> _What needs to be done_: Give back every line of the material below exactly, but no images.
■ ■ ■ ■ ■ ■ ■
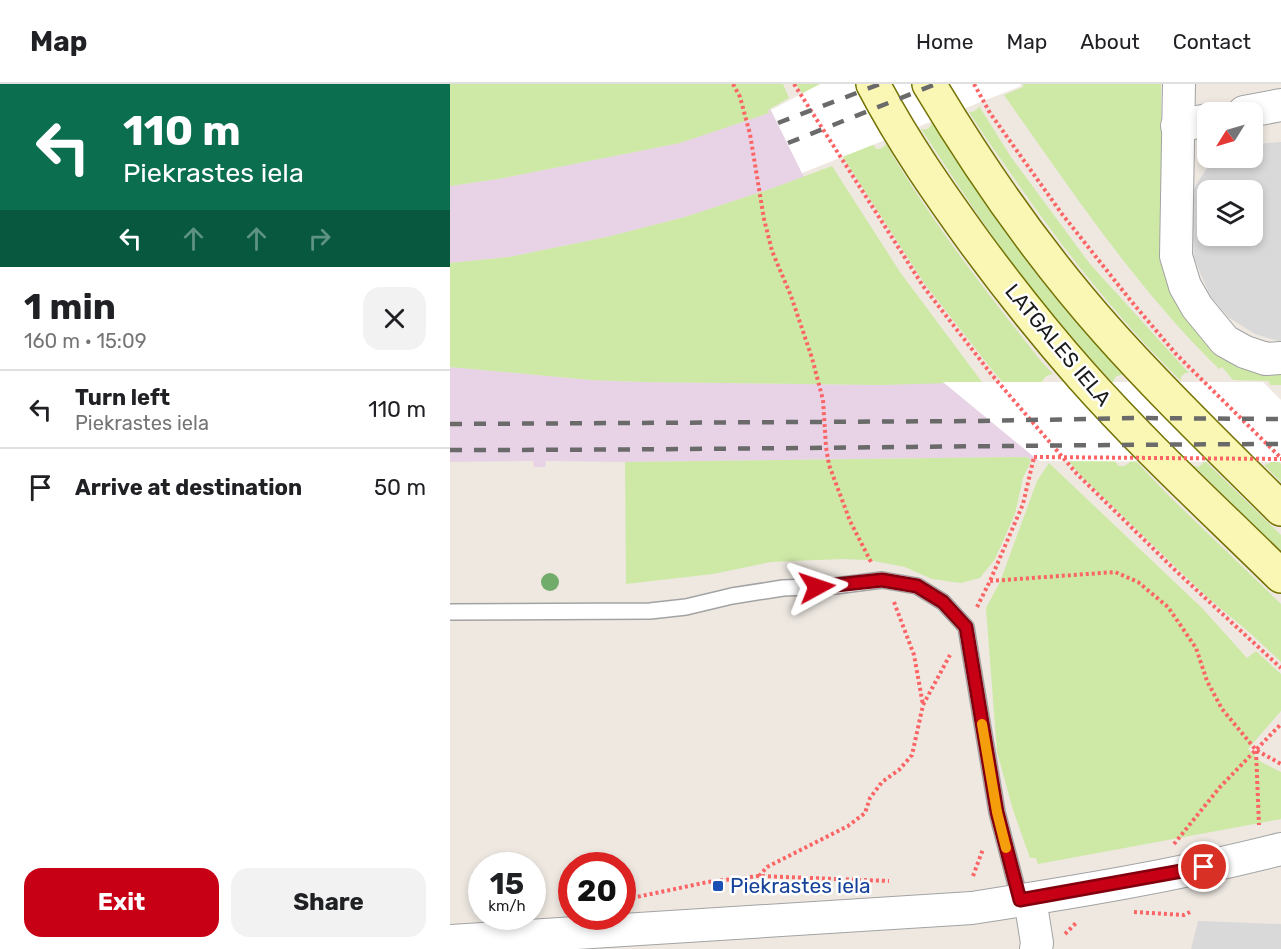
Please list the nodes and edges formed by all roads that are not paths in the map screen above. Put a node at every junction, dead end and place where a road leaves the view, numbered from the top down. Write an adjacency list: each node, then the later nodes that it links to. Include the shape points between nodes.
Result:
1 (873, 84): 10 (street, LATGALES IELA, via 944,201 1043,331 1131,428)
2 (930, 84): 9 (street, via 981,165 1069,287 1153,381)
3 (1179, 84): 7 (street)
4 (1281, 105): 5 (street)
5 (1263, 108)
6 (1197, 122): 7 (street)
7 (1177, 126): 8 (street, via 1176,256 1185,286 1197,308 1225,341 1245,352)
8 (1281, 358)
9 (1281, 509)
10 (1281, 576)
11 (450, 612): 13 (lane, via 650,611 783,588 882,580 917,586 943,602 966,627 997,812)
12 (1270, 839): 13 (street, via 1180,872)
13 (1021, 890): 15 (street, via 972,908); 16 (street)
14 (450, 941): 15 (street)
15 (544, 942)
16 (1036, 949)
■ ■ ■ ■ ■ ■ ■
> _Answer to this exercise_:
Please list the nodes and edges formed by all roads that are not paths in the map screen above. Put a node at every junction, dead end and place where a road leaves the view, numbered from the top down. Write an adjacency list: each node, then the later nodes that it links to. Include the shape points between nodes.
Result:
1 (873, 84): 10 (street, LATGALES IELA, via 944,201 1043,331 1131,428)
2 (930, 84): 9 (street, via 981,165 1069,287 1153,381)
3 (1179, 84): 7 (street)
4 (1281, 105): 5 (street)
5 (1263, 108)
6 (1197, 122): 7 (street)
7 (1177, 126): 8 (street, via 1176,256 1185,286 1197,308 1225,341 1245,352)
8 (1281, 358)
9 (1281, 509)
10 (1281, 576)
11 (450, 612): 13 (lane, via 650,611 783,588 882,580 917,586 943,602 966,627 997,812)
12 (1270, 839): 13 (street, via 1180,872)
13 (1021, 890): 15 (street, via 972,908); 16 (street)
14 (450, 941): 15 (street)
15 (544, 942)
16 (1036, 949)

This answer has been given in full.